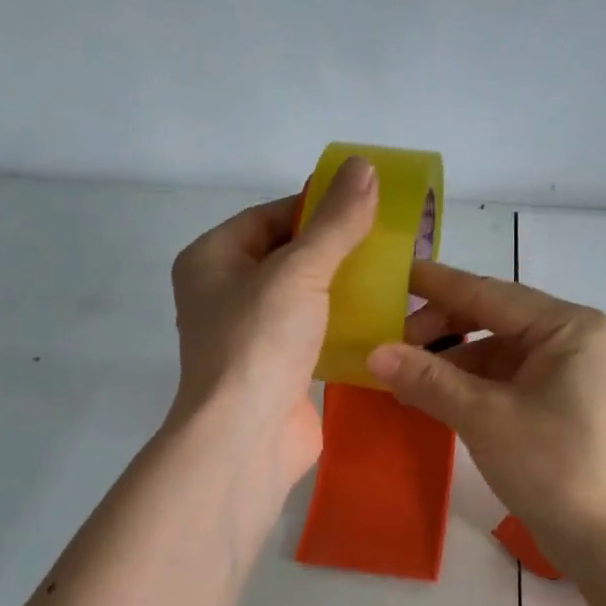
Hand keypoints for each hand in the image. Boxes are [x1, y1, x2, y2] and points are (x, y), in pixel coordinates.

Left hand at [168, 157, 377, 485]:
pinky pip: (313, 335)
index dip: (316, 205)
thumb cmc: (259, 344)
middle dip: (335, 249)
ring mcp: (250, 337)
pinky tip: (382, 318)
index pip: (269, 216)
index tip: (365, 203)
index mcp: (212, 260)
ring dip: (342, 289)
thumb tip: (364, 167)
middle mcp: (224, 295)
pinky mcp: (276, 371)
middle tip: (387, 240)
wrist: (245, 439)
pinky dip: (342, 326)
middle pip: (287, 256)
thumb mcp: (299, 271)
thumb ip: (334, 223)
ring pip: (302, 298)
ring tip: (393, 275)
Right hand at [366, 262, 605, 558]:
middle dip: (439, 330)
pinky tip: (432, 397)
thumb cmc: (554, 467)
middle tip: (387, 345)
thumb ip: (429, 380)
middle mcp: (571, 340)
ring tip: (401, 375)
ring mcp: (566, 373)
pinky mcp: (557, 404)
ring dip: (449, 362)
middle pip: (492, 319)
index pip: (489, 292)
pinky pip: (503, 380)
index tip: (391, 276)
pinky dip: (467, 386)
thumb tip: (373, 352)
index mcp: (568, 327)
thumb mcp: (486, 418)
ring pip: (495, 352)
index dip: (436, 285)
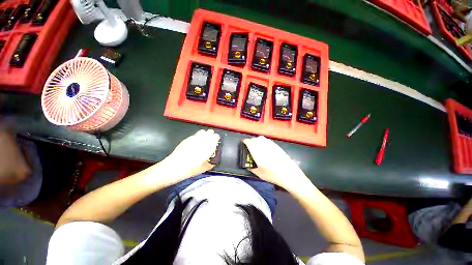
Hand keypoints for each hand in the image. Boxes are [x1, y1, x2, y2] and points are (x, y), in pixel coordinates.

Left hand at [163, 129, 219, 181]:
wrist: (175, 166)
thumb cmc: (192, 168)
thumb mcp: (205, 168)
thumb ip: (211, 163)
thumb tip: (213, 161)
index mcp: (209, 146)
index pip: (216, 136)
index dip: (217, 138)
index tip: (216, 142)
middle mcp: (202, 140)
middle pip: (210, 132)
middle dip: (211, 135)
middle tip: (210, 140)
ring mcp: (194, 138)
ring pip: (202, 131)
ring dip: (204, 134)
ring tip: (203, 140)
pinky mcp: (187, 139)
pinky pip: (195, 135)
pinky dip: (197, 137)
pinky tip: (195, 143)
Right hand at [242, 136, 309, 190]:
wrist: (289, 174)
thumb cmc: (273, 175)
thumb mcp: (260, 174)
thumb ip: (252, 169)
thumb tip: (248, 166)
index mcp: (257, 154)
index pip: (249, 143)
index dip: (245, 141)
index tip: (243, 142)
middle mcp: (263, 148)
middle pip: (255, 139)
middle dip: (251, 140)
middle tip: (250, 145)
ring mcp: (271, 146)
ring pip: (261, 138)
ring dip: (257, 139)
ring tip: (257, 144)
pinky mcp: (276, 146)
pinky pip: (268, 140)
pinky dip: (264, 141)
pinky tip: (265, 145)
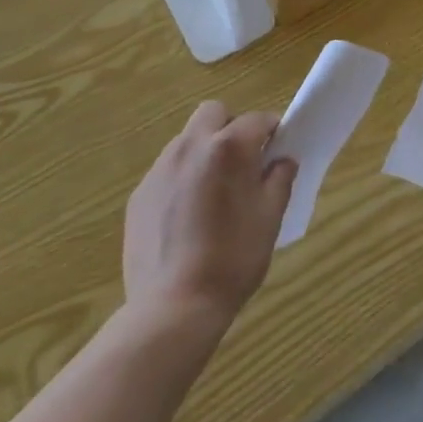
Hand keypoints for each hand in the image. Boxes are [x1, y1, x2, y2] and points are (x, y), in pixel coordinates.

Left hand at [122, 102, 296, 326]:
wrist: (172, 308)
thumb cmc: (232, 260)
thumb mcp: (270, 218)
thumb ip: (280, 179)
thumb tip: (282, 160)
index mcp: (229, 148)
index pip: (257, 119)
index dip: (272, 131)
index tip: (277, 151)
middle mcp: (191, 146)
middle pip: (214, 113)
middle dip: (231, 126)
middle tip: (242, 162)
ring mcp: (160, 169)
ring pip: (187, 139)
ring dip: (204, 150)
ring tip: (212, 192)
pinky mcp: (139, 194)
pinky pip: (167, 170)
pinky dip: (182, 178)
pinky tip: (187, 216)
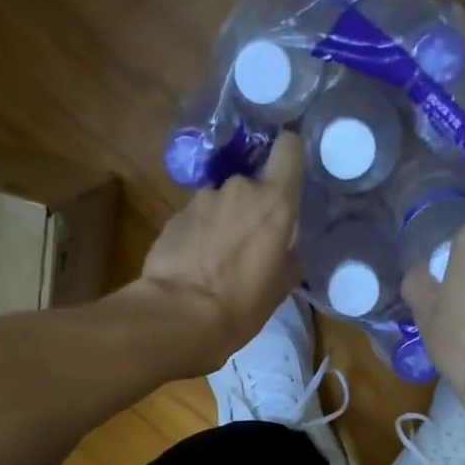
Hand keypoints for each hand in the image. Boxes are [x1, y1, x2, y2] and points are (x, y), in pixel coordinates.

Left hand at [133, 133, 304, 372]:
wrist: (179, 316)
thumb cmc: (241, 305)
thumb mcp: (280, 287)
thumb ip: (287, 256)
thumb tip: (285, 248)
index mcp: (275, 202)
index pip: (289, 148)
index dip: (289, 157)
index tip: (287, 176)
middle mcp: (239, 189)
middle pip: (252, 183)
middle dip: (251, 207)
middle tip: (249, 243)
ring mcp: (202, 199)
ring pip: (221, 201)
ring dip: (222, 221)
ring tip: (217, 259)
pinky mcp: (174, 216)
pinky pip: (196, 218)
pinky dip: (198, 234)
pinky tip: (194, 264)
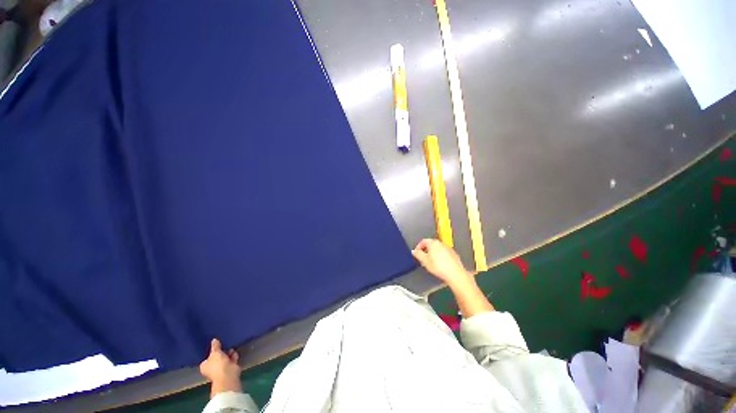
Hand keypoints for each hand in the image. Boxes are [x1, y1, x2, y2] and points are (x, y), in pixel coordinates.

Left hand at [200, 338, 241, 396]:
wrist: (228, 374)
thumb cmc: (218, 364)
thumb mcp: (215, 352)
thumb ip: (215, 346)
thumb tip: (214, 339)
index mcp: (204, 366)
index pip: (207, 358)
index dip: (211, 352)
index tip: (216, 346)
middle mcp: (211, 369)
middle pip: (217, 358)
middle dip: (222, 352)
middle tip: (225, 346)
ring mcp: (221, 370)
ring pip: (225, 359)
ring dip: (228, 354)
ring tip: (231, 349)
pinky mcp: (229, 369)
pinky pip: (231, 360)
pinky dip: (233, 357)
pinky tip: (235, 353)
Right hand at [412, 239, 473, 287]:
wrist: (455, 273)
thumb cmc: (438, 266)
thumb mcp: (425, 261)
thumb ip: (418, 254)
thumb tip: (414, 251)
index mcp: (433, 243)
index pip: (423, 241)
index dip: (418, 247)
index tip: (417, 253)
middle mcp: (441, 243)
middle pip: (431, 244)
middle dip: (425, 250)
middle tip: (423, 258)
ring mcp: (448, 248)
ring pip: (437, 248)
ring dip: (433, 253)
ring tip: (431, 261)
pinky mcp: (453, 254)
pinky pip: (444, 252)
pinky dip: (440, 255)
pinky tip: (440, 264)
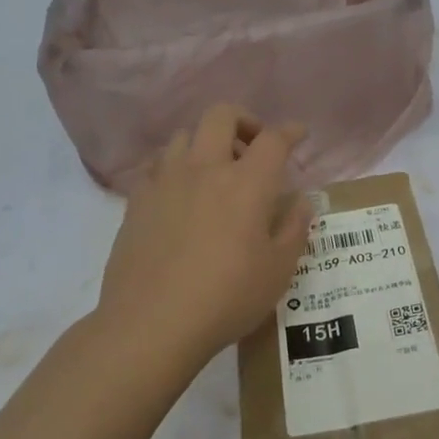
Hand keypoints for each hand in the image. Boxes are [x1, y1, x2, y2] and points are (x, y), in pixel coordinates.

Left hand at [95, 104, 311, 371]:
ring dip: (205, 142)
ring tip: (215, 170)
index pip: (273, 139)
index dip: (290, 131)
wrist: (151, 324)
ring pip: (184, 135)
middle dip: (244, 120)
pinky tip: (180, 193)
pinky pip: (157, 165)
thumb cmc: (226, 299)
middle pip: (221, 115)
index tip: (298, 134)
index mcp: (247, 183)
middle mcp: (205, 168)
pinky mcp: (137, 200)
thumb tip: (301, 202)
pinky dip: (175, 166)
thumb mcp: (277, 271)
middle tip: (253, 147)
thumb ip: (294, 229)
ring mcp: (166, 181)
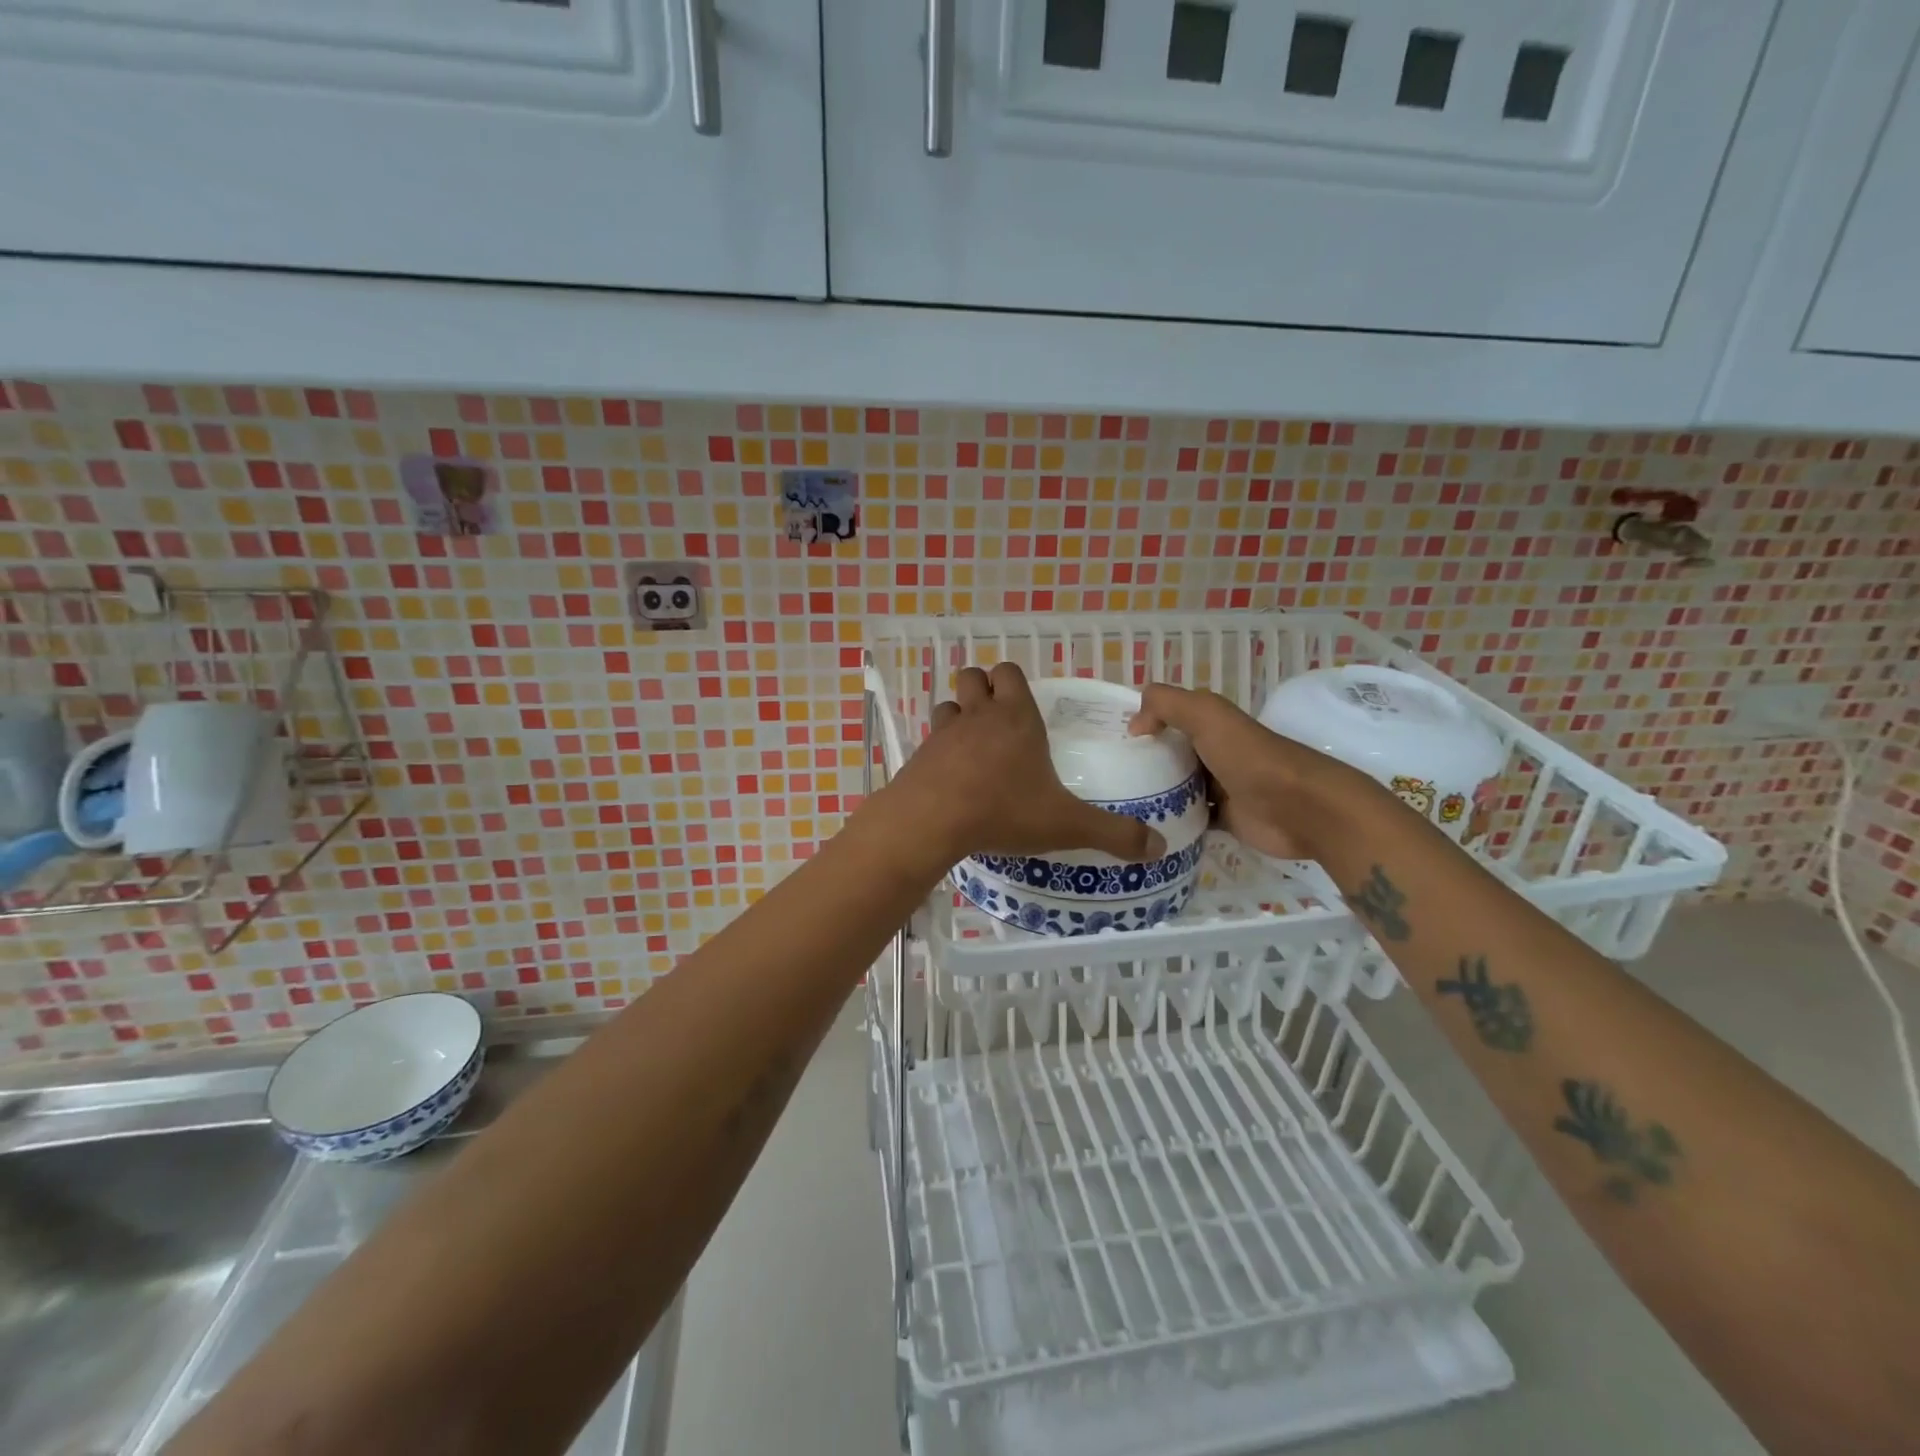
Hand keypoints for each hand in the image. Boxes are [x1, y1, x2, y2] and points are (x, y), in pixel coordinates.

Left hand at [887, 664, 1166, 863]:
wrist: (931, 821)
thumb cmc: (1003, 810)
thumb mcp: (1067, 825)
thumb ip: (1113, 833)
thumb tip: (1158, 846)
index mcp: (1016, 717)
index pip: (1009, 672)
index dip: (1014, 682)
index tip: (1024, 705)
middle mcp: (978, 715)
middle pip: (973, 676)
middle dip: (983, 689)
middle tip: (998, 720)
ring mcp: (944, 733)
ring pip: (948, 704)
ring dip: (959, 716)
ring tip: (974, 747)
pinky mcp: (919, 756)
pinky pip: (930, 740)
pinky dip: (939, 750)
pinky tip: (951, 778)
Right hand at [1129, 683, 1365, 860]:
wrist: (1299, 808)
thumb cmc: (1250, 757)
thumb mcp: (1206, 715)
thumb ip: (1166, 705)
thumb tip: (1134, 725)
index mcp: (1211, 724)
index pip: (1168, 718)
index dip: (1141, 724)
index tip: (1107, 741)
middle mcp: (1215, 752)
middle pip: (1170, 754)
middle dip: (1142, 762)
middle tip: (1104, 778)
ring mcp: (1222, 787)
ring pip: (1178, 788)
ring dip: (1154, 794)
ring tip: (1116, 806)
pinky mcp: (1226, 819)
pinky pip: (1191, 819)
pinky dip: (1172, 822)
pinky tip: (1145, 828)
• • •
» What is expected
One number is the full answer: how many lines of the records include the string "Right".

» Output of the task
4